TASK> Could you transcribe every entry below exactly, leaving out the pictures?

[Stored data entries]
• • • •

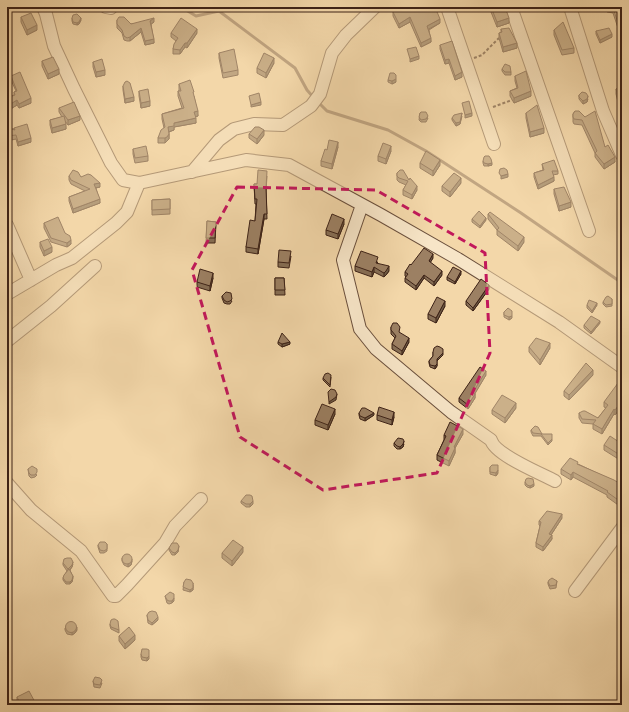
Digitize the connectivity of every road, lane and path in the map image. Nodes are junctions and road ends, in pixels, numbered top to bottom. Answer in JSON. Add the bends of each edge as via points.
{"nodes":[{"id":1,"x":43,"y":7,"type":"edge"},
{"id":2,"x":375,"y":7,"type":"edge"},
{"id":3,"x":447,"y":7,"type":"edge"},
{"id":4,"x":511,"y":7,"type":"edge"},
{"id":5,"x":570,"y":7,"type":"edge"},
{"id":6,"x":498,"y":38,"type":"edge"},
{"id":7,"x":466,"y":60,"type":"junction"},
{"id":8,"x":512,"y":100,"type":"edge"},
{"id":9,"x":483,"y":111,"type":"junction"},
{"id":10,"x":494,"y":144,"type":"dead end"},
{"id":11,"x":622,"y":156,"type":"edge"},
{"id":12,"x":192,"y":172,"type":"junction"},
{"id":13,"x":139,"y":183,"type":"junction"},
{"id":14,"x":362,"y":205,"type":"junction"},
{"id":15,"x":7,"y":225,"type":"edge"},
{"id":16,"x":590,"y":231,"type":"dead end"},
{"id":17,"x":95,"y":266,"type":"dead end"},
{"id":18,"x":31,"y":280,"type":"junction"},
{"id":19,"x":7,"y":294,"type":"edge"},
{"id":20,"x":7,"y":341,"type":"edge"},
{"id":21,"x":622,"y":367,"type":"edge"},
{"id":22,"x":555,"y":481,"type":"dead end"},
{"id":23,"x":7,"y":483,"type":"edge"},
{"id":24,"x":201,"y":500,"type":"dead end"},
{"id":25,"x":622,"y":528,"type":"edge"},
{"id":26,"x":575,"y":591,"type":"dead end"}],
"edges":[{"from":1,"to":13,"type":"street","via":[[54,46],[111,163],[123,180]]},
{"from":2,"to":12,"type":"street","via":[[346,35],[332,53],[320,94],[311,105],[283,125],[254,124],[234,129],[219,140]]},
{"from":3,"to":7,"type":"street"},
{"from":4,"to":16,"type":"street"},
{"from":5,"to":11,"type":"street","via":[[603,111]]},
{"from":6,"to":7,"type":"path","via":[[482,56]]},
{"from":7,"to":9,"type":"street"},
{"from":8,"to":9,"type":"path"},
{"from":9,"to":10,"type":"street"},
{"from":12,"to":13,"type":"street"},
{"from":12,"to":14,"type":"street","via":[[246,160],[289,165]]},
{"from":13,"to":18,"type":"street","via":[[127,212],[116,224],[72,258]]},
{"from":14,"to":21,"type":"street","via":[[559,322]]},
{"from":14,"to":22,"type":"street","via":[[343,260],[360,328],[376,349],[451,412],[491,440],[492,445],[509,458]]},
{"from":15,"to":18,"type":"street"},
{"from":17,"to":20,"type":"street"},
{"from":18,"to":19,"type":"street"},
{"from":23,"to":24,"type":"street","via":[[31,510],[81,551],[113,596],[127,585],[165,543],[175,526]]},
{"from":25,"to":26,"type":"street"}]}
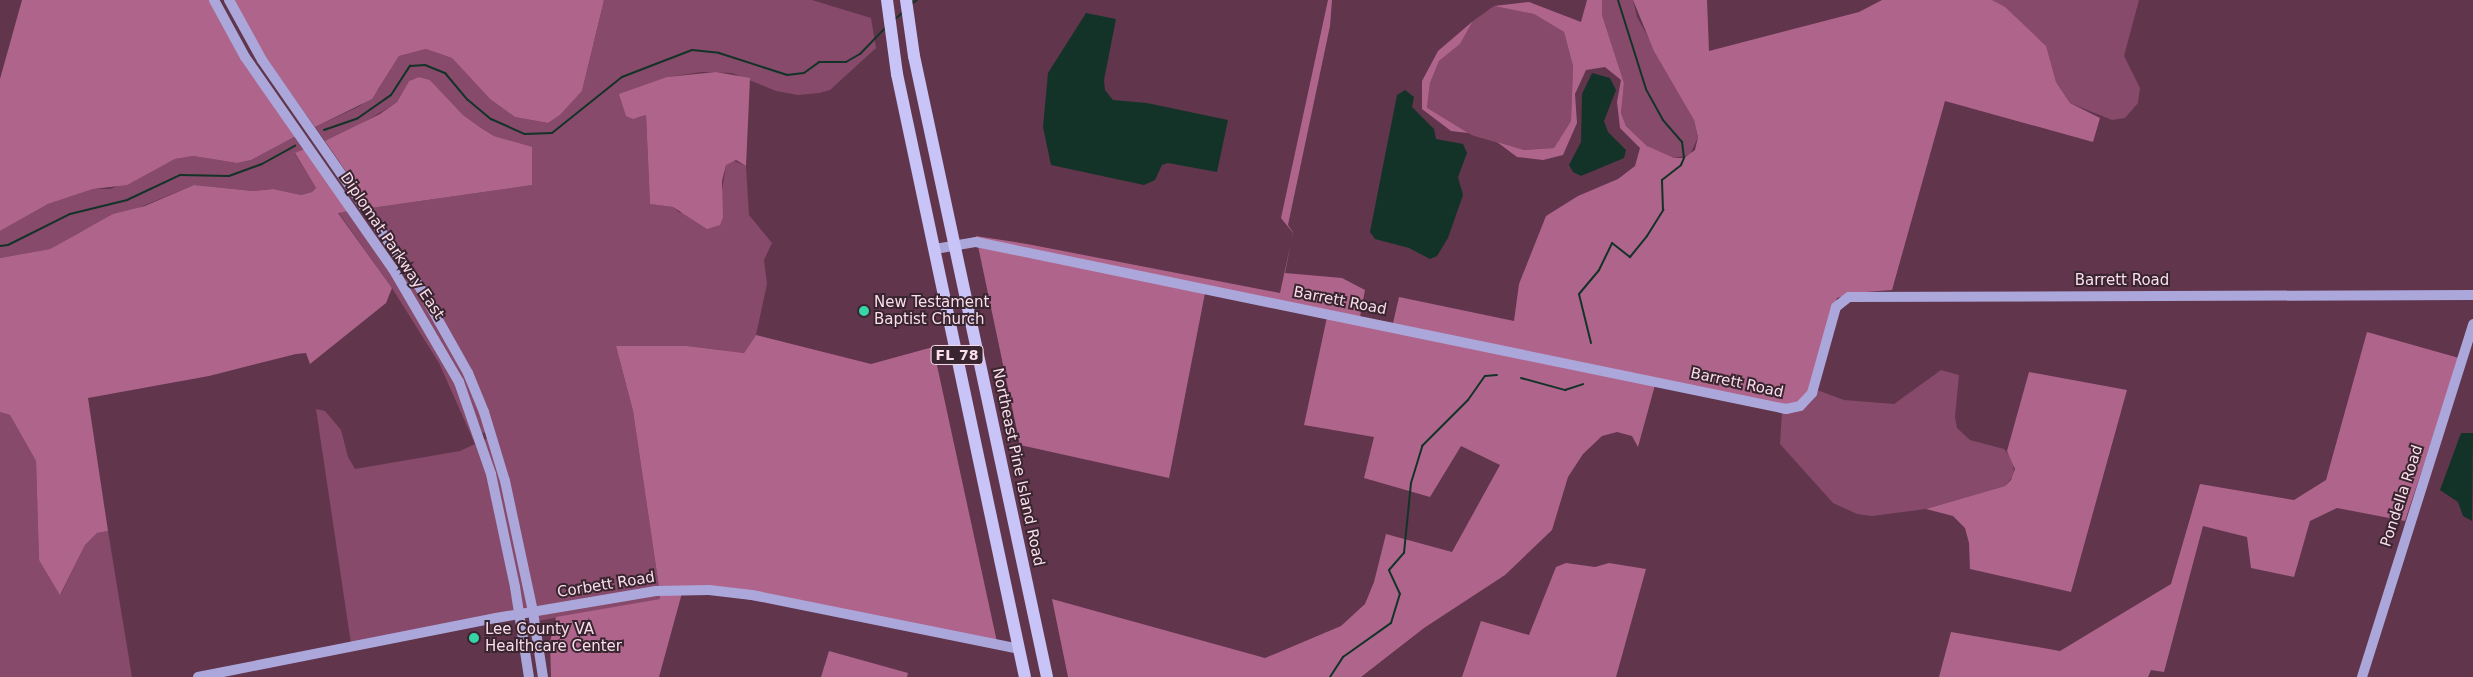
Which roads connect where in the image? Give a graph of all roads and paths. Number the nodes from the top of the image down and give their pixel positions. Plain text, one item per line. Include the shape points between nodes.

• • • •

SOLUTION TO THE PROBLEM>
Digitize the connectivity of every road, lane and path in the map image. Nodes are junctions and road ends, in pixels, numbered top to bottom. Answer in JSON. Add the bends of each edge as via points.
{"nodes":[{"id":1,"x":43,"y":7,"type":"edge"},
{"id":2,"x":375,"y":7,"type":"edge"},
{"id":3,"x":447,"y":7,"type":"edge"},
{"id":4,"x":511,"y":7,"type":"edge"},
{"id":5,"x":570,"y":7,"type":"edge"},
{"id":6,"x":498,"y":38,"type":"edge"},
{"id":7,"x":466,"y":60,"type":"junction"},
{"id":8,"x":512,"y":100,"type":"edge"},
{"id":9,"x":483,"y":111,"type":"junction"},
{"id":10,"x":494,"y":144,"type":"dead end"},
{"id":11,"x":622,"y":156,"type":"edge"},
{"id":12,"x":192,"y":172,"type":"junction"},
{"id":13,"x":139,"y":183,"type":"junction"},
{"id":14,"x":362,"y":205,"type":"junction"},
{"id":15,"x":7,"y":225,"type":"edge"},
{"id":16,"x":590,"y":231,"type":"dead end"},
{"id":17,"x":95,"y":266,"type":"dead end"},
{"id":18,"x":31,"y":280,"type":"junction"},
{"id":19,"x":7,"y":294,"type":"edge"},
{"id":20,"x":7,"y":341,"type":"edge"},
{"id":21,"x":622,"y":367,"type":"edge"},
{"id":22,"x":555,"y":481,"type":"dead end"},
{"id":23,"x":7,"y":483,"type":"edge"},
{"id":24,"x":201,"y":500,"type":"dead end"},
{"id":25,"x":622,"y":528,"type":"edge"},
{"id":26,"x":575,"y":591,"type":"dead end"}],
"edges":[{"from":1,"to":13,"type":"street","via":[[54,46],[111,163],[123,180]]},
{"from":2,"to":12,"type":"street","via":[[346,35],[332,53],[320,94],[311,105],[283,125],[254,124],[234,129],[219,140]]},
{"from":3,"to":7,"type":"street"},
{"from":4,"to":16,"type":"street"},
{"from":5,"to":11,"type":"street","via":[[603,111]]},
{"from":6,"to":7,"type":"path","via":[[482,56]]},
{"from":7,"to":9,"type":"street"},
{"from":8,"to":9,"type":"path"},
{"from":9,"to":10,"type":"street"},
{"from":12,"to":13,"type":"street"},
{"from":12,"to":14,"type":"street","via":[[246,160],[289,165]]},
{"from":13,"to":18,"type":"street","via":[[127,212],[116,224],[72,258]]},
{"from":14,"to":21,"type":"street","via":[[559,322]]},
{"from":14,"to":22,"type":"street","via":[[343,260],[360,328],[376,349],[451,412],[491,440],[492,445],[509,458]]},
{"from":15,"to":18,"type":"street"},
{"from":17,"to":20,"type":"street"},
{"from":18,"to":19,"type":"street"},
{"from":23,"to":24,"type":"street","via":[[31,510],[81,551],[113,596],[127,585],[165,543],[175,526]]},
{"from":25,"to":26,"type":"street"}]}
Which roads connect where in the image? Give a graph of all roads and paths. Number the nodes from the top of the image down and give their pixel positions. Plain text, one item per line. Include the shape points between nodes.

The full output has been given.